Velocys pilot plant located in Plain City, Ohio
December 2014 Exclusive Story

GTL Technology

Gas-to-Liquids Technology Offers Solution For Stranded Gas

By Roy Lipski

HOUSTON–With vast quantities of shale gas being discovered worldwide, natural gas is becoming an increasingly important hydrocarbon resource for the future.

Among the primary drivers toward a “golden age of gas” identified by the International Energy Agency, natural gas demand in China is expected to match that of the entire European Union by 2035, while demand in India is likely to be four times that of today by 2035.

Global natural gas resources, according to IEA, can address this continual rise in demand in new and existing markets comfortably, as well as sustain supplies well into the future.

However, much new natural gas supply is located away from infrastructure, and moving it to market in a practical, economic and efficient way remains a challenge. Let us not forget, gas is difficult to transport. Among the challenges facing gas producers are delays and uncertainties surrounding pipeline construction, which is becoming an increasingly difficult and costly undertaking.
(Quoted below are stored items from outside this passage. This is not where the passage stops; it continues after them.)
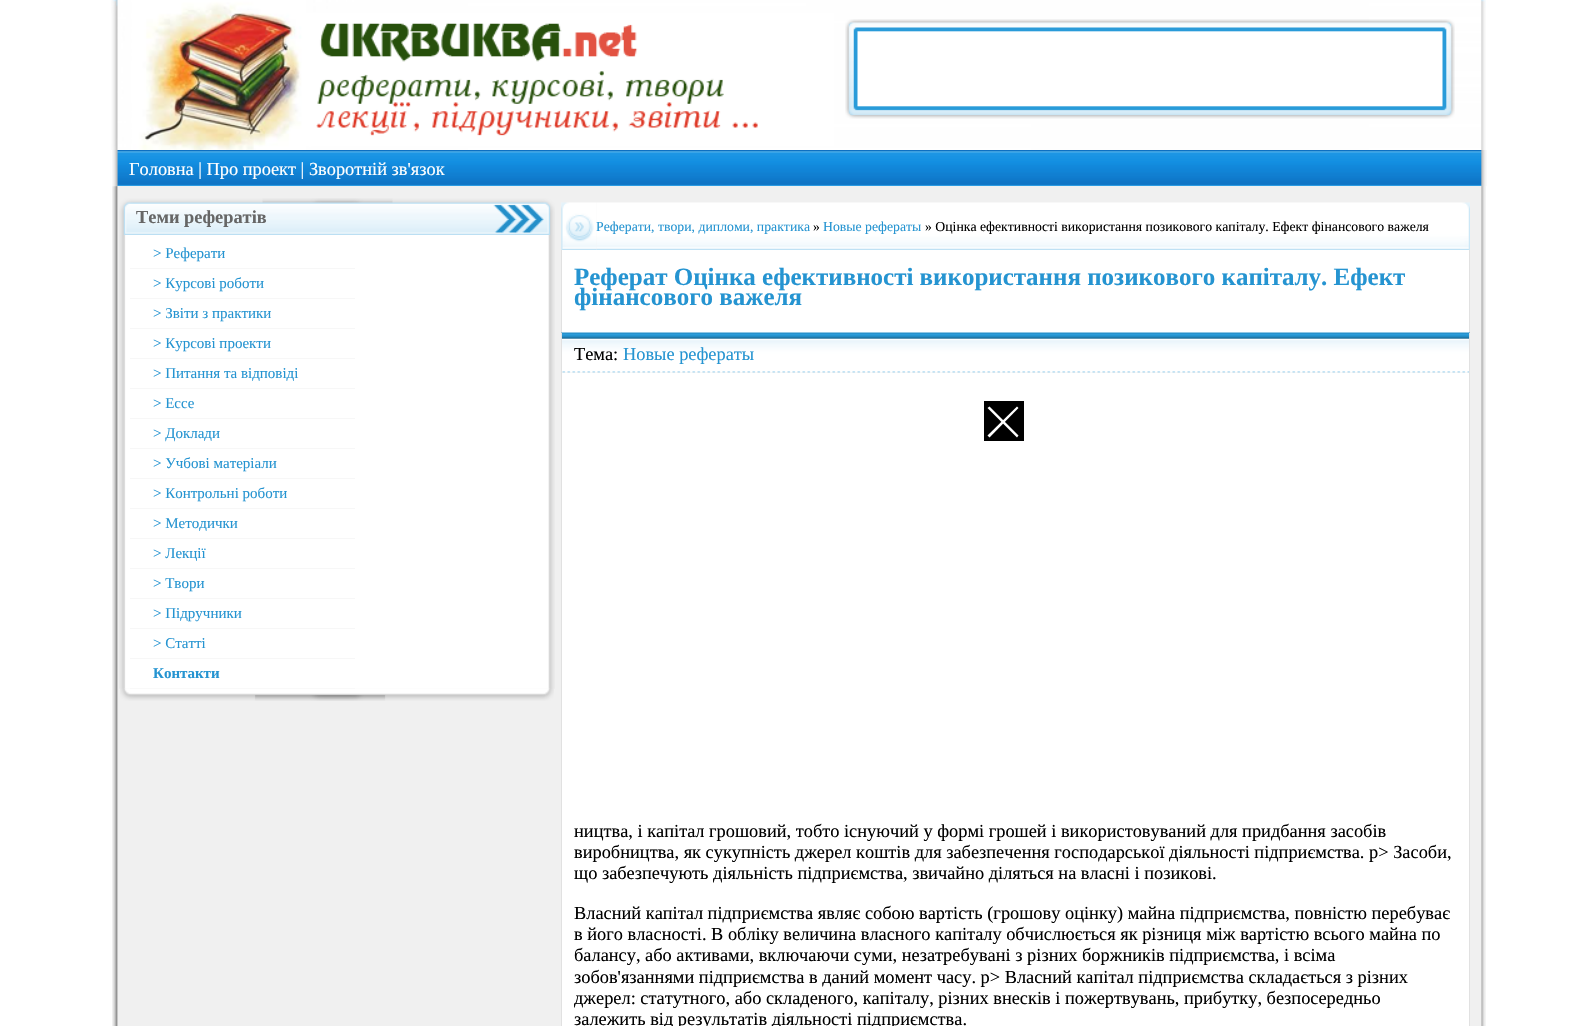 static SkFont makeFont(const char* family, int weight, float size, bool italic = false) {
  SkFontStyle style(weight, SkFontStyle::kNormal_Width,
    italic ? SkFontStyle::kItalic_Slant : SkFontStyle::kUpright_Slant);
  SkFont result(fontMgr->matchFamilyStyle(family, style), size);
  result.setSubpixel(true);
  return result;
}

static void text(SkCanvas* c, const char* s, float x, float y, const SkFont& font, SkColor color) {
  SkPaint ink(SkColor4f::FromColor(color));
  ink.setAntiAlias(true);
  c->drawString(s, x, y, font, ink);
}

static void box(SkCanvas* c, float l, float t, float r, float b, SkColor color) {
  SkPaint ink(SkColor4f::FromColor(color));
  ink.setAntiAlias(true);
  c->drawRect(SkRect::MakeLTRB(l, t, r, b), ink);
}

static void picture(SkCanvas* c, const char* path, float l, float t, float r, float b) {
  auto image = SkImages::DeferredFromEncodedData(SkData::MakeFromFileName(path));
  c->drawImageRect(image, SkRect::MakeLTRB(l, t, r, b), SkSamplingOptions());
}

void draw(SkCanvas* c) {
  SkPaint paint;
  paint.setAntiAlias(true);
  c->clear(0xffffffff);
  picture(c, "img_01.png", 111, 0, 1486, 150);
  picture(c, "img_02.png", 845, 19, 1455, 119);
  picture(c, "img_03.png", 112, 150, 1487, 187);
  SkFont face1 = makeFont("Liberation Serif", 400, 18.35f);
  text(c, "Головна | Про проект | Зворотнiй зв'язок", 129, 175, face1, 0xffffffff);
  picture(c, "img_04.png", 112, 186, 1486, 1026);
  picture(c, "img_05.png", 112, 186, 1486, 1026);
  picture(c, "img_06.png", 119, 198, 555, 235);
  SkFont face2 = makeFont("Liberation Serif", 700, 18.35f);
  text(c, "Теми рефератів", 136, 223, face2, 0xff666666);
  picture(c, "img_07.png", 119, 235, 555, 689);
  box(c, 130, 268, 355, 269, 0xfff7f7f7);
  SkFont face3 = makeFont("Liberation Serif", 400, 15);
  text(c, "> Реферати", 153, 258, face3, 0xff2594d1);
  box(c, 130, 298, 355, 299, 0xfff7f7f7);
  text(c, "> Курсові роботи", 153, 288, face3, 0xff2594d1);
  box(c, 130, 328, 355, 329, 0xfff7f7f7);
  text(c, "> Звіти з практики", 153, 318, face3, 0xff2594d1);
  box(c, 130, 358, 355, 359, 0xfff7f7f7);
  text(c, "> Курсові проекти", 153, 348, face3, 0xff2594d1);
  box(c, 130, 388, 355, 389, 0xfff7f7f7);
  text(c, "> Питання та відповіді", 153, 378, face3, 0xff2594d1);
  box(c, 130, 418, 355, 419, 0xfff7f7f7);
  text(c, "> Ессе", 153, 408, face3, 0xff2594d1);
  box(c, 130, 448, 355, 449, 0xfff7f7f7);
  text(c, "> Доклади", 153, 438, face3, 0xff2594d1);
  box(c, 130, 478, 355, 479, 0xfff7f7f7);
  text(c, "> Учбові матеріали", 153, 468, face3, 0xff2594d1);
  box(c, 130, 508, 355, 509, 0xfff7f7f7);
  text(c, "> Контрольні роботи", 153, 498, face3, 0xff2594d1);
  box(c, 130, 538, 355, 539, 0xfff7f7f7);
  text(c, "> Методички", 153, 528, face3, 0xff2594d1);
  box(c, 130, 568, 355, 569, 0xfff7f7f7);
  text(c, "> Лекції", 153, 558, face3, 0xff2594d1);
  box(c, 130, 598, 355, 599, 0xfff7f7f7);
  text(c, "> Твори", 153, 588, face3, 0xff2594d1);
  box(c, 130, 628, 355, 629, 0xfff7f7f7);
  text(c, "> Підручники", 153, 618, face3, 0xff2594d1);
  box(c, 130, 658, 355, 659, 0xfff7f7f7);
  text(c, "> Статті", 153, 648, face3, 0xff2594d1);
  box(c, 130, 688, 355, 689, 0xfff7f7f7);
  SkFont face4 = makeFont("Liberation Serif", 700, 15);
  text(c, "Контакти", 153, 678, face4, 0xff2594d1);
  picture(c, "img_08.png", 120, 688, 554, 701);
  picture(c, "img_09.png", 561, 202, 597, 250);
  picture(c, "img_10.png", 596, 202, 1460, 250);
  SkFont face5 = makeFont("Liberation Serif", 400, 13.75f);
  text(c, "Реферати, твори, дипломи, практика", 596, 231, face5, 0xff2594d1);
  text(c, "»", 813, 231, face5, 0xff000000);
  text(c, "Новые рефераты", 823, 231, face5, 0xff2594d1);
  text(c, "» Оцінка ефективності використання позикового капіталу. Ефект фінансового важеля", 925, 231, face5, 0xff000000);
  picture(c, "img_11.png", 1460, 202, 1470, 250);
  box(c, 562, 250, 1469, 333, 0xffffffff);
  box(c, 1469, 250, 1470, 333, 0xffe1e1e1);
  box(c, 561, 250, 562, 333, 0xffe1e1e1);
  SkFont face6 = makeFont("Liberation Serif", 700, 25);
  text(c, "Реферат Оцінка ефективності використання позикового капіталу. Ефект", 574, 285, face6, 0xff2594d1);
  text(c, "фінансового важеля", 574, 305, face6, 0xff2594d1);
  picture(c, "img_12.png", 561, 332, 1470, 373);
  box(c, 1469, 333, 1470, 1026, 0xffe1e1e1);
  box(c, 561, 333, 562, 1026, 0xffe1e1e1);
  text(c, "Тема:", 574, 360, face1, 0xff000000);
  text(c, "Новые рефераты", 623, 360, face1, 0xff2594d1);
  box(c, 562, 373, 1469, 1026, 0xffffffff);
  text(c, "ництва, і капітал грошовий, тобто існуючий у формі грошей і використовуваний для придбання засобів", 574, 837, face1, 0xff000000);
  text(c, "виробництва, як сукупність джерел коштів для забезпечення господарської діяльності підприємства. p> Засоби,", 574, 858, face1, 0xff000000);
  text(c, "що забезпечують діяльність підприємства, звичайно діляться на власні і позикові.", 574, 879, face1, 0xff000000);
  text(c, "Власний капітал підприємства являє собою вартість (грошову оцінку) майна підприємства, повністю перебуває", 574, 919, face1, 0xff000000);
  text(c, "в його власності. В обліку величина власного капіталу обчислюється як різниця між вартістю всього майна по", 574, 940, face1, 0xff000000);
  text(c, "балансу, або активами, включаючи суми, незатребувані з різних боржників підприємства, і всіма", 574, 961, face1, 0xff000000);
  text(c, "зобов'язаннями підприємства в даний момент часу. p> Власний капітал підприємства складається з різних", 574, 983, face1, 0xff000000);
  text(c, "джерел: статутного, або складеного, капіталу, різних внесків і пожертвувань, прибутку, безпосередньо", 574, 1004, face1, 0xff000000);
  text(c, "залежить від результатів діяльності підприємства.", 574, 1025, face1, 0xff000000);
  box(c, 984, 401, 1024, 441, 0xff000000);
  paint.setColor(0xffffffff);
  c->drawPath(SkPathBuilder().moveTo(1017, 406.5f).lineTo(1018.5f, 408).lineTo(989.5f, 437.5f).lineTo(987.5f, 435.5f).close().detach(), paint);
  c->drawPath(SkPathBuilder().moveTo(987.5f, 408).lineTo(989.5f, 406.5f).lineTo(1018.5f, 435.5f).lineTo(1017, 437.5f).close().detach(), paint);
}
Why not turn natural gas into liquid products that are easier and less costly to transport? There are a handful of gas-to-liquids plants around the world that do just that. But the economics of mega-scale GTL projects work only at a handful of locations. What about smaller gas resources?

Smaller scale GTL is the answer. It allows producers to make the most of their available resources by converting shale, stranded or associated gas into premium products ranging from diesel or jet fuel to specialty products such as base oils, waxes or solvents. This gives gas producers access to higher value markets, which allows them to partially diversify to oil pricing and potentially increase revenues.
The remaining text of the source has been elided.